Politik : USA: Mörder stirbt durch Giftspritze

Der von einem US-Bundesgericht zum Tode verurteilte Mörder und Drogenhändler Juan Raul Garza ist am Dienstag im Bundesgefängnis von Terre Haute in Indiana hingerichtet worden. Gefängnisdirektor Harley Lappin teilte mit, Garza sei um 07.09 Uhr Ortszeit nach einer dreifachen Giftinjektion für tot erklärt worden. US-Präsident Bush hatte die Begnadigung des 44-Jährigen zuvor abgelehnt. Auch das Oberste Gericht der USA wies zwei Anträge von Garzas Anwälten zurück, die Hinrichtung aufzuschieben. Garza ist nach dem Oklahoma-Attentäter Timothy McVeigh der zweite Todeskandidat seit 1963, der von den US-Bundesbehörden hingerichtet wurde. Garza hatte gestanden, einen Menschen ermordet und den Mord an zwei weiteren angeordnet zu haben. Garza ist verheiratet und hat vier Kinder.

Unterdessen werden mehr als hundert Parlamentarier, Juristen, Forscher und Vertreter von Menschenrechtsorganisationen am Donnerstag zum ersten "Weltkongress für die Abschaffung der Todesstrafe" in Straßburg erwartet. Im Rahmen des zweitägigen Kolloquiums, das unter der Schirmherrschaft von Europarat und Europaparlament steht, soll eine Bestandsaufnahme über die gegenwärtige Situation in den Ländern erstellt werden, wo die Todesstrafe noch verhängt wird. Außerdem wollen die Teilnehmer über Strategien zur Abschaffung der Todestrafe diskutieren. Diese bezeichnete Bundestagspräsident Wolfgang Thierse (SPD) in einem Grußwort an die Veranstalter als "barbarischen Akt".

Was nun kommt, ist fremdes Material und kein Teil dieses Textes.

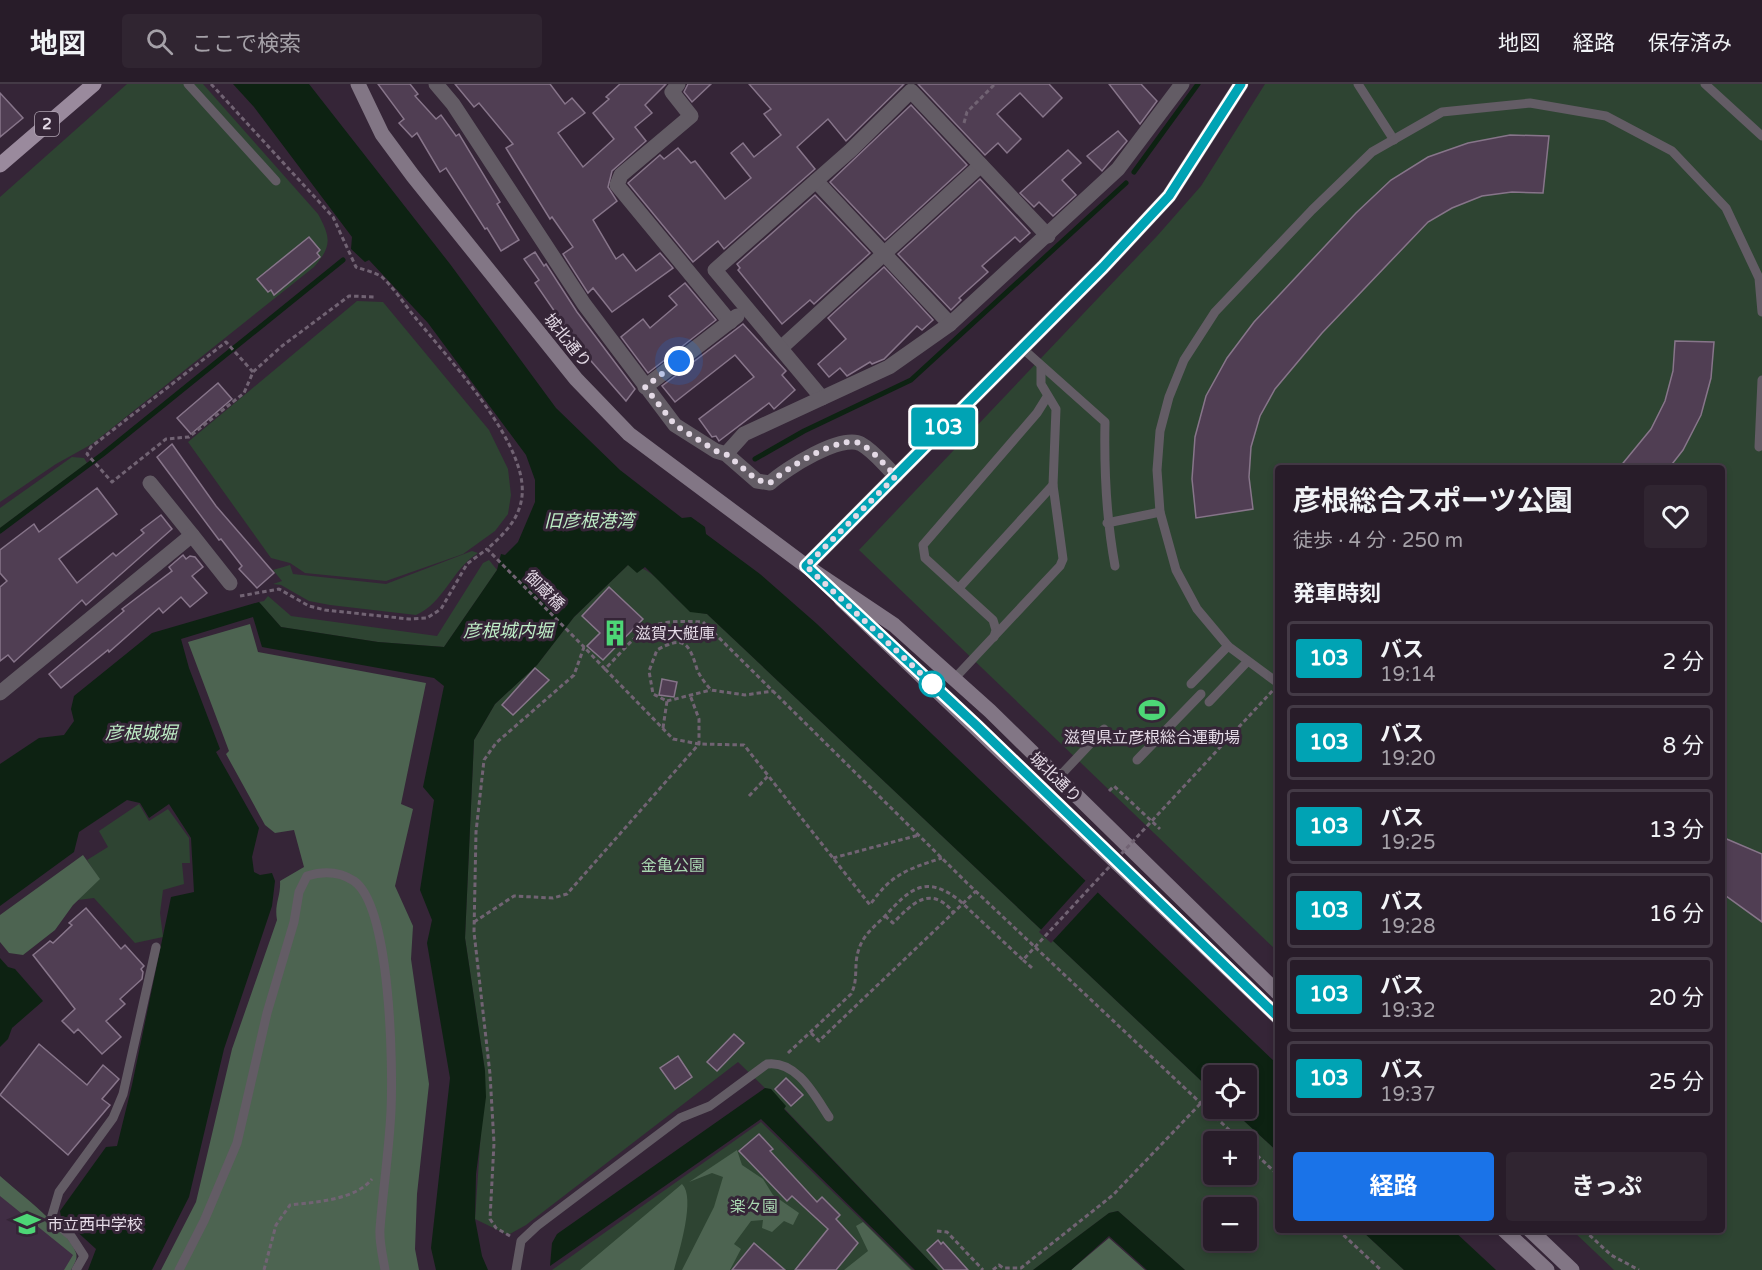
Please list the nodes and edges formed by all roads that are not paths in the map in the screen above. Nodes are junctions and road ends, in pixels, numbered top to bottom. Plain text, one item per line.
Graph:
1 (94, 84) edge
2 (188, 84) edge
3 (358, 84) edge
4 (436, 84) edge
5 (678, 84) edge
6 (1182, 84) edge
7 (1241, 84) edge
8 (1358, 84) edge
9 (1705, 84) edge
10 (1762, 136) edge
11 (1394, 140) junction
12 (0, 165) edge
13 (981, 165) junction
14 (276, 181) dead end
15 (816, 181) junction
16 (1048, 236) junction
17 (885, 254) junction
18 (747, 308) junction
19 (1762, 312) edge
20 (730, 322) junction
21 (950, 324) junction
22 (782, 347) junction
23 (1022, 348) junction
24 (1041, 366) junction
25 (1762, 380) edge
26 (645, 387) junction
27 (1761, 396) edge
28 (1047, 397) junction
29 (822, 398) junction
30 (1759, 447) dead end
31 (726, 454) junction
32 (896, 476) junction
33 (1053, 485) junction
34 (153, 491) dead end
35 (1160, 512) junction
36 (1107, 523) junction
37 (192, 535) junction
38 (806, 566) junction
39 (1115, 566) dead end
40 (959, 588) junction
41 (232, 591) road end
42 (994, 637) junction
43 (1228, 646) junction
44 (1247, 662) junction
45 (954, 679) junction
46 (1191, 684) dead end
47 (1275, 684) edge
48 (0, 693) edge
49 (1201, 694) dead end
50 (1209, 702) dead end
51 (1104, 729) dead end
52 (1137, 760) dead end
53 (1058, 778) junction
54 (156, 947) dead end
55 (1275, 990) edge
56 (1275, 1014) edge
57 (829, 1117) dead end
58 (1507, 1233) edge
59 (1533, 1233) edge
60 (76, 1270) edge
61 (179, 1270) edge
62 (385, 1270) edge
63 (516, 1270) edge
64 (1547, 1270) edge
65 (1572, 1270) edge

1 - 12 main road, 2
2 - 14 lane
3 - 38 main road, 城北通り
4 - 26 street
5 - 20 street
6 - 16 street
7 - 23 street
8 - 11 lane
9 - 10 lane
11 - 19 lane
11 - 35 lane
13 - 15 street
13 - 16 street
13 - 17 street
15 - 17 street
15 - 18 street
16 - 21 street
17 - 21 street
17 - 22 street
18 - 20 street
18 - 22 street
20 - 26 street
21 - 29 street
22 - 29 street
23 - 24 lane
23 - 32 street
24 - 28 lane
24 - 36 lane
25 - 27 lane
26 - 31 street
27 - 30 lane
28 - 33 lane
28 - 40 lane
29 - 31 street
31 - 32 street
32 - 38 street
33 - 40 lane
33 - 42 lane
34 - 37 street
35 - 36 lane
35 - 43 lane
36 - 39 lane
37 - 41 street
37 - 48 street
38 - 45 main road, 城北通り
38 - 56 main road, 城北通り
40 - 42 lane
42 - 45 lane
43 - 44 lane
43 - 46 lane
44 - 47 lane
44 - 50 lane
45 - 53 main road, 城北通り
49 - 52 lane
51 - 53 lane
53 - 55 main road, 城北通り
54 - 60 lane
57 - 63 lane
58 - 64 main road
59 - 65 main road
61 - 62 lane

Am Freitag ist eine Sitzung mit der Präsidentin des Europaparlaments, Nicole Fontaine, dem Vorsitzenden der Parlamentarischen Versammlung des Europarats, Lord Russell-Johnston, sowie 18 Präsidenten nationaler Parlamente geplant. Sie sollten einen "Appell an die Staaten für ein weltweites Moratorium von Hinrichtungen auf dem Weg zur universellen Abschaffung der Todesstrafe" verabschieden. Zu dieser Sitzung wurden unter anderen die Parlamentspräsidenten der EU-Länder Belgien, Frankreich, Spanien und Österreich, der GUS-Staaten Ukraine und Georgien sowie von Chile erwartet. In der Ukraine und Chile wurde die Todesstrafe kürzlich aus dem Strafgesetzbuch gestrichen.